#### Stored dataset items:
┌──

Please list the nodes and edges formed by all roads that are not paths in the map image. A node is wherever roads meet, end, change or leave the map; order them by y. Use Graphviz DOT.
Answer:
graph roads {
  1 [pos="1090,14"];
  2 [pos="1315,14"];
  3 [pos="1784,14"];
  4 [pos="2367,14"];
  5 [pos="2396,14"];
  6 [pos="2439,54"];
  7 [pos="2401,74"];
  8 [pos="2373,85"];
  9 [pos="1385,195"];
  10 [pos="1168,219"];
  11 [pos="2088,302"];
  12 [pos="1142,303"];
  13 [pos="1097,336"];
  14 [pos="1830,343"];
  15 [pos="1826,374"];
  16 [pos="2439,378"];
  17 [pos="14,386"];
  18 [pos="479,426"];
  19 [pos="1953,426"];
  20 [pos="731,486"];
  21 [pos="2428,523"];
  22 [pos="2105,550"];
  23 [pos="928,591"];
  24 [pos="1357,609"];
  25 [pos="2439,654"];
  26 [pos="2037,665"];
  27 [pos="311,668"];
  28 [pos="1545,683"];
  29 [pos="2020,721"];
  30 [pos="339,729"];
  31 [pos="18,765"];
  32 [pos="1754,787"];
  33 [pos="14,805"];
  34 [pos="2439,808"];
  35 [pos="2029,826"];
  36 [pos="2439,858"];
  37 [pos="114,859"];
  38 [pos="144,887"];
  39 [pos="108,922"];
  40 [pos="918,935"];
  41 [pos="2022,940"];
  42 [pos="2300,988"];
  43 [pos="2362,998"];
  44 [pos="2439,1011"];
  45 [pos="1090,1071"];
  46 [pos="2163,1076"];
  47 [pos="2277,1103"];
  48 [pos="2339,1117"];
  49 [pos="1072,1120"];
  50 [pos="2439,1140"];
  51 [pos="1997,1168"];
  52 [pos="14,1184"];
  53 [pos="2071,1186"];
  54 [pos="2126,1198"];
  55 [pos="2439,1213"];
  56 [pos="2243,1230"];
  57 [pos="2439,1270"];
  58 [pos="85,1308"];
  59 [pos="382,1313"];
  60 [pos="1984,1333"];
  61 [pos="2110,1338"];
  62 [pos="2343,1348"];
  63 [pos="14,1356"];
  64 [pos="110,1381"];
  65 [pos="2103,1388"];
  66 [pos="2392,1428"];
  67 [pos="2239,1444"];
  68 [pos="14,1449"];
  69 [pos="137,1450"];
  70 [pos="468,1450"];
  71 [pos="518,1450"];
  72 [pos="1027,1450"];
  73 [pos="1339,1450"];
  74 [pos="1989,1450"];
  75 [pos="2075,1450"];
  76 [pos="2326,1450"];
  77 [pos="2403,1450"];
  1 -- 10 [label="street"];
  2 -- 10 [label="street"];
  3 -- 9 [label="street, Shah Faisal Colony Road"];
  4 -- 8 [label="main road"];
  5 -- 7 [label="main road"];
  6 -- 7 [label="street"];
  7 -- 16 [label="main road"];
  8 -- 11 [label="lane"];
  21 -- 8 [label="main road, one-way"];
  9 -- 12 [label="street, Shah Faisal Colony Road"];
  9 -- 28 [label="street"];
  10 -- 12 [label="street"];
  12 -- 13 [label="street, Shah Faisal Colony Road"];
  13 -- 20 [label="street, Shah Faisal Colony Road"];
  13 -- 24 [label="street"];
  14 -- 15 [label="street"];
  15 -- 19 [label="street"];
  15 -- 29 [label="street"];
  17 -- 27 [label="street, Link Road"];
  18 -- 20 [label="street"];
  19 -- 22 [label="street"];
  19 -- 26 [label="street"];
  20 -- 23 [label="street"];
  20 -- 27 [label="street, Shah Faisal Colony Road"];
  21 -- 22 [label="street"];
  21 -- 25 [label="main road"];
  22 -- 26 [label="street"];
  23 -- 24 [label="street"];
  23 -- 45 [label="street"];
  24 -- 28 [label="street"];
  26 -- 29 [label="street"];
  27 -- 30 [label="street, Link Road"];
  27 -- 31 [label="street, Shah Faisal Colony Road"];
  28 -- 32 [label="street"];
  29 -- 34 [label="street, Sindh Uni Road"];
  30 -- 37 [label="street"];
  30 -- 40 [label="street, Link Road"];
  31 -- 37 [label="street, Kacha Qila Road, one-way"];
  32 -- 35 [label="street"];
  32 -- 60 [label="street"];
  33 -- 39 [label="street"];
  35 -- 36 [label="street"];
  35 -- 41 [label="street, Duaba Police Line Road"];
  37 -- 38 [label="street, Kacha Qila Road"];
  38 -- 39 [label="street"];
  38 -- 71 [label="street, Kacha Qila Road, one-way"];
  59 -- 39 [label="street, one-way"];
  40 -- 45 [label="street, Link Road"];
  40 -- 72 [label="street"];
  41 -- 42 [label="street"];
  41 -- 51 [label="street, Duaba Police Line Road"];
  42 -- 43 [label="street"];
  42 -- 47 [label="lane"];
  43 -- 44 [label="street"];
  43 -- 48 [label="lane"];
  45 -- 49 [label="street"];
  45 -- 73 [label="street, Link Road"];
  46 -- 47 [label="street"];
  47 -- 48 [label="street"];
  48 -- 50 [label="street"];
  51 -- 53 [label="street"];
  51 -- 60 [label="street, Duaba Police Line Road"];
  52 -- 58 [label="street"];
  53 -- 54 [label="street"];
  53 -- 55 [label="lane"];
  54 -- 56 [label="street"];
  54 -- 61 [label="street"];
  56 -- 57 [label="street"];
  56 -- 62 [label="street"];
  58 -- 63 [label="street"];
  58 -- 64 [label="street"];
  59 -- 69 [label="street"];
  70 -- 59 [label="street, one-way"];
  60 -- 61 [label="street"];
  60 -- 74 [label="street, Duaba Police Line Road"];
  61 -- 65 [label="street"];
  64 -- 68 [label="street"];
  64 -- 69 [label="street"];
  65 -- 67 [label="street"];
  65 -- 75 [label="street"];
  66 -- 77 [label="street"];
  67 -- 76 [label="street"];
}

└──

#### WORK ITEM:
Give every entry again in full, precisely as written above.

#### PROBLEM SOLUTION:
Please list the nodes and edges formed by all roads that are not paths in the map image. A node is wherever roads meet, end, change or leave the map; order them by y. Use Graphviz DOT.
Answer:
graph roads {
  1 [pos="1090,14"];
  2 [pos="1315,14"];
  3 [pos="1784,14"];
  4 [pos="2367,14"];
  5 [pos="2396,14"];
  6 [pos="2439,54"];
  7 [pos="2401,74"];
  8 [pos="2373,85"];
  9 [pos="1385,195"];
  10 [pos="1168,219"];
  11 [pos="2088,302"];
  12 [pos="1142,303"];
  13 [pos="1097,336"];
  14 [pos="1830,343"];
  15 [pos="1826,374"];
  16 [pos="2439,378"];
  17 [pos="14,386"];
  18 [pos="479,426"];
  19 [pos="1953,426"];
  20 [pos="731,486"];
  21 [pos="2428,523"];
  22 [pos="2105,550"];
  23 [pos="928,591"];
  24 [pos="1357,609"];
  25 [pos="2439,654"];
  26 [pos="2037,665"];
  27 [pos="311,668"];
  28 [pos="1545,683"];
  29 [pos="2020,721"];
  30 [pos="339,729"];
  31 [pos="18,765"];
  32 [pos="1754,787"];
  33 [pos="14,805"];
  34 [pos="2439,808"];
  35 [pos="2029,826"];
  36 [pos="2439,858"];
  37 [pos="114,859"];
  38 [pos="144,887"];
  39 [pos="108,922"];
  40 [pos="918,935"];
  41 [pos="2022,940"];
  42 [pos="2300,988"];
  43 [pos="2362,998"];
  44 [pos="2439,1011"];
  45 [pos="1090,1071"];
  46 [pos="2163,1076"];
  47 [pos="2277,1103"];
  48 [pos="2339,1117"];
  49 [pos="1072,1120"];
  50 [pos="2439,1140"];
  51 [pos="1997,1168"];
  52 [pos="14,1184"];
  53 [pos="2071,1186"];
  54 [pos="2126,1198"];
  55 [pos="2439,1213"];
  56 [pos="2243,1230"];
  57 [pos="2439,1270"];
  58 [pos="85,1308"];
  59 [pos="382,1313"];
  60 [pos="1984,1333"];
  61 [pos="2110,1338"];
  62 [pos="2343,1348"];
  63 [pos="14,1356"];
  64 [pos="110,1381"];
  65 [pos="2103,1388"];
  66 [pos="2392,1428"];
  67 [pos="2239,1444"];
  68 [pos="14,1449"];
  69 [pos="137,1450"];
  70 [pos="468,1450"];
  71 [pos="518,1450"];
  72 [pos="1027,1450"];
  73 [pos="1339,1450"];
  74 [pos="1989,1450"];
  75 [pos="2075,1450"];
  76 [pos="2326,1450"];
  77 [pos="2403,1450"];
  1 -- 10 [label="street"];
  2 -- 10 [label="street"];
  3 -- 9 [label="street, Shah Faisal Colony Road"];
  4 -- 8 [label="main road"];
  5 -- 7 [label="main road"];
  6 -- 7 [label="street"];
  7 -- 16 [label="main road"];
  8 -- 11 [label="lane"];
  21 -- 8 [label="main road, one-way"];
  9 -- 12 [label="street, Shah Faisal Colony Road"];
  9 -- 28 [label="street"];
  10 -- 12 [label="street"];
  12 -- 13 [label="street, Shah Faisal Colony Road"];
  13 -- 20 [label="street, Shah Faisal Colony Road"];
  13 -- 24 [label="street"];
  14 -- 15 [label="street"];
  15 -- 19 [label="street"];
  15 -- 29 [label="street"];
  17 -- 27 [label="street, Link Road"];
  18 -- 20 [label="street"];
  19 -- 22 [label="street"];
  19 -- 26 [label="street"];
  20 -- 23 [label="street"];
  20 -- 27 [label="street, Shah Faisal Colony Road"];
  21 -- 22 [label="street"];
  21 -- 25 [label="main road"];
  22 -- 26 [label="street"];
  23 -- 24 [label="street"];
  23 -- 45 [label="street"];
  24 -- 28 [label="street"];
  26 -- 29 [label="street"];
  27 -- 30 [label="street, Link Road"];
  27 -- 31 [label="street, Shah Faisal Colony Road"];
  28 -- 32 [label="street"];
  29 -- 34 [label="street, Sindh Uni Road"];
  30 -- 37 [label="street"];
  30 -- 40 [label="street, Link Road"];
  31 -- 37 [label="street, Kacha Qila Road, one-way"];
  32 -- 35 [label="street"];
  32 -- 60 [label="street"];
  33 -- 39 [label="street"];
  35 -- 36 [label="street"];
  35 -- 41 [label="street, Duaba Police Line Road"];
  37 -- 38 [label="street, Kacha Qila Road"];
  38 -- 39 [label="street"];
  38 -- 71 [label="street, Kacha Qila Road, one-way"];
  59 -- 39 [label="street, one-way"];
  40 -- 45 [label="street, Link Road"];
  40 -- 72 [label="street"];
  41 -- 42 [label="street"];
  41 -- 51 [label="street, Duaba Police Line Road"];
  42 -- 43 [label="street"];
  42 -- 47 [label="lane"];
  43 -- 44 [label="street"];
  43 -- 48 [label="lane"];
  45 -- 49 [label="street"];
  45 -- 73 [label="street, Link Road"];
  46 -- 47 [label="street"];
  47 -- 48 [label="street"];
  48 -- 50 [label="street"];
  51 -- 53 [label="street"];
  51 -- 60 [label="street, Duaba Police Line Road"];
  52 -- 58 [label="street"];
  53 -- 54 [label="street"];
  53 -- 55 [label="lane"];
  54 -- 56 [label="street"];
  54 -- 61 [label="street"];
  56 -- 57 [label="street"];
  56 -- 62 [label="street"];
  58 -- 63 [label="street"];
  58 -- 64 [label="street"];
  59 -- 69 [label="street"];
  70 -- 59 [label="street, one-way"];
  60 -- 61 [label="street"];
  60 -- 74 [label="street, Duaba Police Line Road"];
  61 -- 65 [label="street"];
  64 -- 68 [label="street"];
  64 -- 69 [label="street"];
  65 -- 67 [label="street"];
  65 -- 75 [label="street"];
  66 -- 77 [label="street"];
  67 -- 76 [label="street"];
}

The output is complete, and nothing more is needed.